Likely pick this up eventually, during a Steam Sale I'd bet. But... I dunno. The demo just made the game feel lifeless to me and I got bored with 25 minutes left before it ended.

Play it on hard.

It can actually be pretty difficult at time. (Though having terrible camera angles also adds to that)

Baby's first skyrim? Did Yatzhee play something else and just told us he played Skyrim cause fuck it, it's not like we'd know? What the fuck was so complex about Skyrim? Don't get me wrong, these are definitely two very different games, but there's nothing complex about either of them.

Although I will give the advantage to Kingdoms because the combat, while just as easy, is infinitely more enjoyable than Skyrim.

Messing with a tiger's bollocks. Geeeeeeeeeenius.

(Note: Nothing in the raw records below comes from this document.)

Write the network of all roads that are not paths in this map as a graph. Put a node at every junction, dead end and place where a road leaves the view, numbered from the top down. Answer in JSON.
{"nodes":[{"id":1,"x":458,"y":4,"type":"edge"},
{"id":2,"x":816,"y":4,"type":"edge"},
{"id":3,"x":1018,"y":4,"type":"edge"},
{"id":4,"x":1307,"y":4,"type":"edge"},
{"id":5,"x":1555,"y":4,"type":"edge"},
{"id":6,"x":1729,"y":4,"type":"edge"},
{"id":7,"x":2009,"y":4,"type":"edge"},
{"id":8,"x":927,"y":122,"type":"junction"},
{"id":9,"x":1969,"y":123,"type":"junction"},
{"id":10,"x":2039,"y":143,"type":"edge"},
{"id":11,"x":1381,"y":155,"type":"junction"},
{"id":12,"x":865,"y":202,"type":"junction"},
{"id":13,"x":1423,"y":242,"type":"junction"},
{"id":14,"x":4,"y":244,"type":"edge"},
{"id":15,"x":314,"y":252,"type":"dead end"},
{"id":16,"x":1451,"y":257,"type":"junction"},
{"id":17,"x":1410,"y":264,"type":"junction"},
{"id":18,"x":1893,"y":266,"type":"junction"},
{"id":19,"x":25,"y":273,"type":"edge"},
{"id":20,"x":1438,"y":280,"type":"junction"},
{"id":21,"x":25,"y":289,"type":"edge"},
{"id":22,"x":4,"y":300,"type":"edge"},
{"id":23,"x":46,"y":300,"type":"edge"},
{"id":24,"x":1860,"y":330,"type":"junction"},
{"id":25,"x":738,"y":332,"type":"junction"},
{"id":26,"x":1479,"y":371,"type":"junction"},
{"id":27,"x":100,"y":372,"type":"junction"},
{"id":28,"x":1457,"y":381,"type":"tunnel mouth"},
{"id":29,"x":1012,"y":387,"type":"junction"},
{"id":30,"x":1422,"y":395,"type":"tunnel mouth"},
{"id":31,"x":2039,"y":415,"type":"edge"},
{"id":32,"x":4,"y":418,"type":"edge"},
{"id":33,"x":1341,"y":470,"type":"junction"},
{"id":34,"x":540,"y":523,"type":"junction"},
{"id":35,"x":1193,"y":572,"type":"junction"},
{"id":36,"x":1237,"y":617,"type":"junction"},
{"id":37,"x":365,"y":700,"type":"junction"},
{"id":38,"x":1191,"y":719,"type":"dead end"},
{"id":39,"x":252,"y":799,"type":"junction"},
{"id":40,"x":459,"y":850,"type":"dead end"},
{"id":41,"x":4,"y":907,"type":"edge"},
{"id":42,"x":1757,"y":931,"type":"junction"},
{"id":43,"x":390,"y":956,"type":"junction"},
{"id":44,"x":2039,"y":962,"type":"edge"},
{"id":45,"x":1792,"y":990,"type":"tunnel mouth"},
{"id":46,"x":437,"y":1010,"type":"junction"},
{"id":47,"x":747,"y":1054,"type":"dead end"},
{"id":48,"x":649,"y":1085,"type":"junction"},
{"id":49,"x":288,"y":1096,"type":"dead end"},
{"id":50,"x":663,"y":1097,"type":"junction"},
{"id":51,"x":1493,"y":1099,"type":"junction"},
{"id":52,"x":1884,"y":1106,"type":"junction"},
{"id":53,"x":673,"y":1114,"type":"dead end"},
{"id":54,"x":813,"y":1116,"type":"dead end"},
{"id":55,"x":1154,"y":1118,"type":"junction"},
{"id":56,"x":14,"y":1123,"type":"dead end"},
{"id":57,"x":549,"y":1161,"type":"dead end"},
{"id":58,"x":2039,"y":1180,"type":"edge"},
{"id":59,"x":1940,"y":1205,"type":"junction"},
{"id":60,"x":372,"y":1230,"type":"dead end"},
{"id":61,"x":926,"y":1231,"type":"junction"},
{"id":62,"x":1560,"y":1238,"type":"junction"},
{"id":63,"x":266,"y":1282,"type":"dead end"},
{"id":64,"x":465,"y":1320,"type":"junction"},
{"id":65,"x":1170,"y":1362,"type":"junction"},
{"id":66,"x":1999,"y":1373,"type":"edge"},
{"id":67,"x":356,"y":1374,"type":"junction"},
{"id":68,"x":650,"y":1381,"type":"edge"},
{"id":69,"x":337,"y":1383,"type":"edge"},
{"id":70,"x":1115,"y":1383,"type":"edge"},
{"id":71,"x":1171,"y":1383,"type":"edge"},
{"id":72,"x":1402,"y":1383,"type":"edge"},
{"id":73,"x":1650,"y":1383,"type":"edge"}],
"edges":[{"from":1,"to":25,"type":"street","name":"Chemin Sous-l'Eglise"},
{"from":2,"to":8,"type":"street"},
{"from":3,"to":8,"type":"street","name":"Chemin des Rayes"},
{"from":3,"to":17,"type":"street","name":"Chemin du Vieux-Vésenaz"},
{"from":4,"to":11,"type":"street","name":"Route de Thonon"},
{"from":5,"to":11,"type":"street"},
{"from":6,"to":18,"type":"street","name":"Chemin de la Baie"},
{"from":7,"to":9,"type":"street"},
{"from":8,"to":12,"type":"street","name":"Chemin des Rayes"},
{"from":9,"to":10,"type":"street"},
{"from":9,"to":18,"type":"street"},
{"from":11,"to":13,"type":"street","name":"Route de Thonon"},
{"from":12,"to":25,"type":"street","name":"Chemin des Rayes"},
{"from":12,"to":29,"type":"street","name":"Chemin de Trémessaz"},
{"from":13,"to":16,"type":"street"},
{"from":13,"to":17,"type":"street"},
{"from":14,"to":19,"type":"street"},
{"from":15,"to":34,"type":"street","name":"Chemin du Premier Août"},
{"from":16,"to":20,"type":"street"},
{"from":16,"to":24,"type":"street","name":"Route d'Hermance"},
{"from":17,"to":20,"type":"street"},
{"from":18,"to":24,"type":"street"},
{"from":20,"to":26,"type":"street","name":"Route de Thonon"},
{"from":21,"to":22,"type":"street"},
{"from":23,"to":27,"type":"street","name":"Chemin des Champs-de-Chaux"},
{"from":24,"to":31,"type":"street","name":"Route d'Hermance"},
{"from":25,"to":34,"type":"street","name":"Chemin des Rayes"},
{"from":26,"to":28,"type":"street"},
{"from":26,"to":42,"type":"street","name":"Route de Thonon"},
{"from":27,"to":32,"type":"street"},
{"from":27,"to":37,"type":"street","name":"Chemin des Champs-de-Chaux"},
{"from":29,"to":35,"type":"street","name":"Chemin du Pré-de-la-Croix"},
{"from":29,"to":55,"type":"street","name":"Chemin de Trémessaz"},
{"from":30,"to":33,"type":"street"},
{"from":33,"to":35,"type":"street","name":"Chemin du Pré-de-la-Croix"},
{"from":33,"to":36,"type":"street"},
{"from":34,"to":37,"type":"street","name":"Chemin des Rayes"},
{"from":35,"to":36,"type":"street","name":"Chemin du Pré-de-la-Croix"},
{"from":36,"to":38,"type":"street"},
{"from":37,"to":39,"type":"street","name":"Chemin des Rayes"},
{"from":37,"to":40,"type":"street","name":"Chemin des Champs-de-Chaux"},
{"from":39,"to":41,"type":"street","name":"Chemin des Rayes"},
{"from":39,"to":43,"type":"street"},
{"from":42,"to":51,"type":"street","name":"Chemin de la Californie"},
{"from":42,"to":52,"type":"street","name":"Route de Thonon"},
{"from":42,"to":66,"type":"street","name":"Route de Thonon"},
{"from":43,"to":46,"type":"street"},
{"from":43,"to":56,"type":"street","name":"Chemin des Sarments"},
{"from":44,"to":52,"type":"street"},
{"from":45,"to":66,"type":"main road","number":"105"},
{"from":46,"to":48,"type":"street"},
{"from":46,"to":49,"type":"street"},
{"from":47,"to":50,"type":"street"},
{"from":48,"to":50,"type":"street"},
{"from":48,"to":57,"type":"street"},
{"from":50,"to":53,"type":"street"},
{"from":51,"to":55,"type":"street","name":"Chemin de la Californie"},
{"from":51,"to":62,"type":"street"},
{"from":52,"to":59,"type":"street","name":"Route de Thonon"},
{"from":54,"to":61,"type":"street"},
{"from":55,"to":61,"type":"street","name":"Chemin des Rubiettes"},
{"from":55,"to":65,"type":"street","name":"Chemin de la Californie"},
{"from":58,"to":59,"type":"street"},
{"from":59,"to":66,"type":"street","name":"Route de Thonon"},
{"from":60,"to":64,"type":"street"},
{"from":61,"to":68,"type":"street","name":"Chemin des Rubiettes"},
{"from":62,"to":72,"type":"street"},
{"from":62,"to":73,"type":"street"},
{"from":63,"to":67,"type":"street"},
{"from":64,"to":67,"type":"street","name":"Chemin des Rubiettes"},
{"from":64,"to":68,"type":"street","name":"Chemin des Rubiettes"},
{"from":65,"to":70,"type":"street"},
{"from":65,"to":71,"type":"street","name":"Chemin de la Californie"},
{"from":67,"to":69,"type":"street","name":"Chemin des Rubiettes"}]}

The only problem I have with this game is that the side quests can get -really- bland. The rewards are pretty piss poor too, I have over a million gold already

Still like the game though

I disagree about monsters respawning. It makes the world feel more alive if not everything revolved around your actions. I mean, apply this where needed, like wild animals should respawn, but that bandit camp you cleared out should not be re-inhabited by a new group of bandits that saw a bunch of unused camping equipment lying around.

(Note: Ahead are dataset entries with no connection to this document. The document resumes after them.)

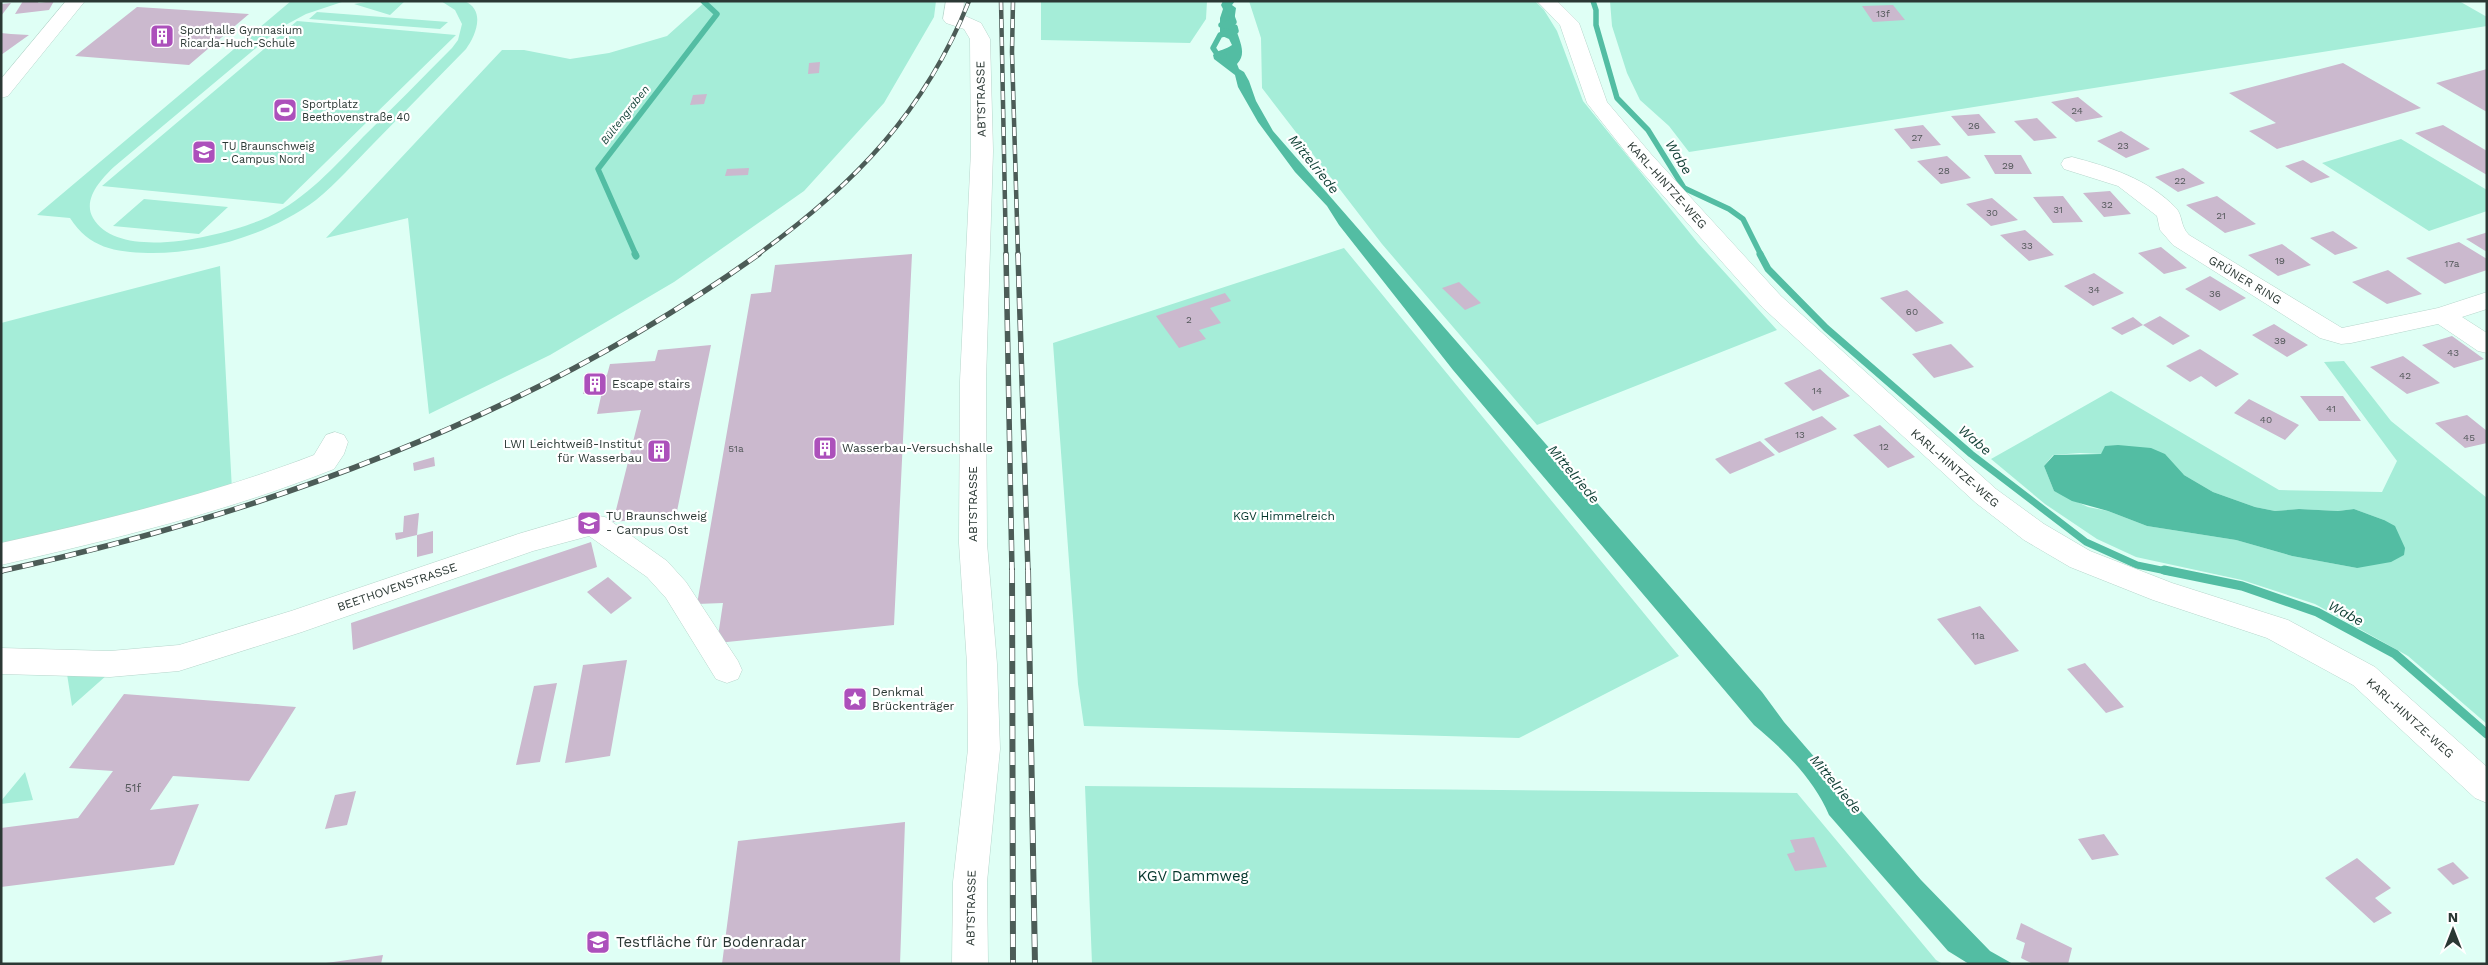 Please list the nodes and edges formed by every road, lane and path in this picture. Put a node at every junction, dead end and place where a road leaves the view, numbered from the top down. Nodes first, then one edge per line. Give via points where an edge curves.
1 (76, 1) edge
2 (955, 1) edge
3 (1546, 1) edge
4 (1, 92) edge
5 (2072, 164) dead end
6 (2487, 300) edge
7 (2442, 315) junction
8 (2487, 345) edge
9 (335, 442) dead end
10 (1, 554) edge
11 (1, 661) edge
12 (727, 670) dead end
13 (2487, 788) edge
14 (970, 964) edge

1 - 4 street
2 - 14 street, ABTSTRASSE via 953,19 974,26 980,40 982,150 973,381 973,543 982,664 984,749 970,882
3 - 13 street, KARL-HINTZE-WEG via 1569,23 1597,103 1643,159 1772,302 1986,496 2034,532 2080,559 2163,592 2277,629 2364,676
5 - 7 street, GRÜNER RING via 2126,182 2168,213 2171,230 2181,240 2329,332 2351,335
6 - 7 street, GRÜNER RING
7 - 8 street
9 - 10 street via 324,462 254,487 169,513
11 - 12 street, BEETHOVENSTRASSE via 110,664 179,658 528,542 595,524 657,569 676,590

As for the size of the world I heartily agree. The world is vast and expansive to be sure, but part of the time, and it's quite visible on the map, it feels like you're running through corridors. Really wide corridors with lots of stuff in them but corridors nonetheless. The camera thing also takes away any "vertical" feel to world so while it's wide and expansive to be sure, it's extremely flat.

it was an excellant game. Played it through the demo, and bought it on release.

Don't regret it at all, it's not as deep as Skyrim but is more fun IMO for it being less drawn out.

Scrustle:
I actually welcome the resurgence of "standard" fantasy settings in games right now. For a long time I've been left cold by games with alternate settings that just didn't move me, like the settings of Mass Effect, Fallout 3 and NV, and Fable 2 and 3. But I agree that the way the game drowns you in incomprehensible lore terms pretty overwhelming at first. I'm starting to get a hold of it now, but it seems they could have made it a lot easier than they did.

personal taste I guess..I fucking LOVE fallout, it has to be one of my absolute favorite settings ever,

and Mass effect is hardly "alternate", thats 100% classic sci fi..and its AWSOME

as you can tell I just dont get fantasy....it feels so bland and lifeless half the time

Well, I'm glad this happened.
Mostly because this vid just validates my opinion on this shitty game.
Maybe now, people will cease yelling at me for daring to say KoA sucks big floppy donkey dick.

Aprilgold:

But it goes deeper then that, since Skyrim's Baby's First Oblivion, which is Baby's First Morrowind.

But yeah, that makes sense, because thats basically what it is, a singleplayer MMO.

I disagree with Skyrim being babys first Oblivion but agree that Morrowind was better then both.

Really I like Skyrim and Morrowind better for the same reason, uniqueness of setting.

Skyrim could of done more to go completely away from standard medieval fantasy and really embrace the Viking aesthetic but the bits they did go for were brilliant and I had a blast playing around in the surroundings.

Morrowind of course is so strange as a setting that it can 100% be described as fantasy and I loved that too (except for the floating prison...damn that place).

Oblivion though? Meh.

Oooh, standard english countryside yippee...and look! Paved highways! Let me get my adventure socks on!

Just hated it, and it only got worse with the cookie-cutter repetition of the oblivion gates.

fanklok:
I tried the demo and it just felt like Dragon Age with a dodge button. Still am not interested in it.

I am of the same mind here. Kind of surprised there weren't any Dragon Age references (except for the one at the beginning of course). Then again, it felt like Origins to me, more so than DA2. Not picking this up until the price drops if at all.